Instructions for the task: The line with "Write the network" marks where to begin. Please copy it and each line after it to the end of the records below, exactly.

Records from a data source
* * * * *
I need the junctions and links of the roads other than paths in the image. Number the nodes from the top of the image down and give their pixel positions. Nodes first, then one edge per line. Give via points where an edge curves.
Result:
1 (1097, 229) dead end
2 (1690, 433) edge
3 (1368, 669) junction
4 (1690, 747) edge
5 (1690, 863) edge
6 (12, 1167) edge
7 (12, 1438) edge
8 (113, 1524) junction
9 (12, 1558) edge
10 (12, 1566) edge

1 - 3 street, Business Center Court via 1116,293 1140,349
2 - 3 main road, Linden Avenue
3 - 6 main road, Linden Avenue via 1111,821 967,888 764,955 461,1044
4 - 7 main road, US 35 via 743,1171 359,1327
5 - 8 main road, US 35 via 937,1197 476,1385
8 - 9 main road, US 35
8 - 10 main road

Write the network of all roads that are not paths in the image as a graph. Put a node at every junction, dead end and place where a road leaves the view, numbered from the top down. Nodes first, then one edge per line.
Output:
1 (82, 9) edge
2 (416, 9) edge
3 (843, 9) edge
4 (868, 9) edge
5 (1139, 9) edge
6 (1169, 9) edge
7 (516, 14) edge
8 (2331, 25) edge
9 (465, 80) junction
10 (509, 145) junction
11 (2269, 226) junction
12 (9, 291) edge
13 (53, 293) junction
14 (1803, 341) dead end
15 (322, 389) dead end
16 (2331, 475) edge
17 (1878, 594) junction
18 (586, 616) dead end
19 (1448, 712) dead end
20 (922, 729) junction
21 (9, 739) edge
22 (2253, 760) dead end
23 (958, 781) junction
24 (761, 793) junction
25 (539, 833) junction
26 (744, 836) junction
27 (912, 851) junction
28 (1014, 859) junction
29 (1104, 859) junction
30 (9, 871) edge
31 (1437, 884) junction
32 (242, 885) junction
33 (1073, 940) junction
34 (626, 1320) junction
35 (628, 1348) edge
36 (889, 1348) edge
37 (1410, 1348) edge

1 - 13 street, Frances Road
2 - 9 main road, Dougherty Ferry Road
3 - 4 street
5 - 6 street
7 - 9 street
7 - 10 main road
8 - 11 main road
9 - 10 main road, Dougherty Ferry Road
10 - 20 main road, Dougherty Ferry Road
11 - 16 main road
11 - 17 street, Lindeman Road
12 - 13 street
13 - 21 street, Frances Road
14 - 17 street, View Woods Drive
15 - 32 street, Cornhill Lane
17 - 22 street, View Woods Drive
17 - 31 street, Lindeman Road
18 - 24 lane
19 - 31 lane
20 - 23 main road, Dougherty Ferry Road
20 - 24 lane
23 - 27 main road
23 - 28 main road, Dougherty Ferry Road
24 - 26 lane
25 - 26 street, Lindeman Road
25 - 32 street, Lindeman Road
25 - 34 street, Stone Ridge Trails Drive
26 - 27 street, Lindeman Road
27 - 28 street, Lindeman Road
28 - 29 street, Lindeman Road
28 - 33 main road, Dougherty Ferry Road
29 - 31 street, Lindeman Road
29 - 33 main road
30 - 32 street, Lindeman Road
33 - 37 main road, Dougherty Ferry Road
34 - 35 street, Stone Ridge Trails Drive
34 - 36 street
* * * * *
Problem solution:
Write the network of all roads that are not paths in the image as a graph. Put a node at every junction, dead end and place where a road leaves the view, numbered from the top down. Nodes first, then one edge per line.
Output:
1 (82, 9) edge
2 (416, 9) edge
3 (843, 9) edge
4 (868, 9) edge
5 (1139, 9) edge
6 (1169, 9) edge
7 (516, 14) edge
8 (2331, 25) edge
9 (465, 80) junction
10 (509, 145) junction
11 (2269, 226) junction
12 (9, 291) edge
13 (53, 293) junction
14 (1803, 341) dead end
15 (322, 389) dead end
16 (2331, 475) edge
17 (1878, 594) junction
18 (586, 616) dead end
19 (1448, 712) dead end
20 (922, 729) junction
21 (9, 739) edge
22 (2253, 760) dead end
23 (958, 781) junction
24 (761, 793) junction
25 (539, 833) junction
26 (744, 836) junction
27 (912, 851) junction
28 (1014, 859) junction
29 (1104, 859) junction
30 (9, 871) edge
31 (1437, 884) junction
32 (242, 885) junction
33 (1073, 940) junction
34 (626, 1320) junction
35 (628, 1348) edge
36 (889, 1348) edge
37 (1410, 1348) edge

1 - 13 street, Frances Road
2 - 9 main road, Dougherty Ferry Road
3 - 4 street
5 - 6 street
7 - 9 street
7 - 10 main road
8 - 11 main road
9 - 10 main road, Dougherty Ferry Road
10 - 20 main road, Dougherty Ferry Road
11 - 16 main road
11 - 17 street, Lindeman Road
12 - 13 street
13 - 21 street, Frances Road
14 - 17 street, View Woods Drive
15 - 32 street, Cornhill Lane
17 - 22 street, View Woods Drive
17 - 31 street, Lindeman Road
18 - 24 lane
19 - 31 lane
20 - 23 main road, Dougherty Ferry Road
20 - 24 lane
23 - 27 main road
23 - 28 main road, Dougherty Ferry Road
24 - 26 lane
25 - 26 street, Lindeman Road
25 - 32 street, Lindeman Road
25 - 34 street, Stone Ridge Trails Drive
26 - 27 street, Lindeman Road
27 - 28 street, Lindeman Road
28 - 29 street, Lindeman Road
28 - 33 main road, Dougherty Ferry Road
29 - 31 street, Lindeman Road
29 - 33 main road
30 - 32 street, Lindeman Road
33 - 37 main road, Dougherty Ferry Road
34 - 35 street, Stone Ridge Trails Drive
34 - 36 street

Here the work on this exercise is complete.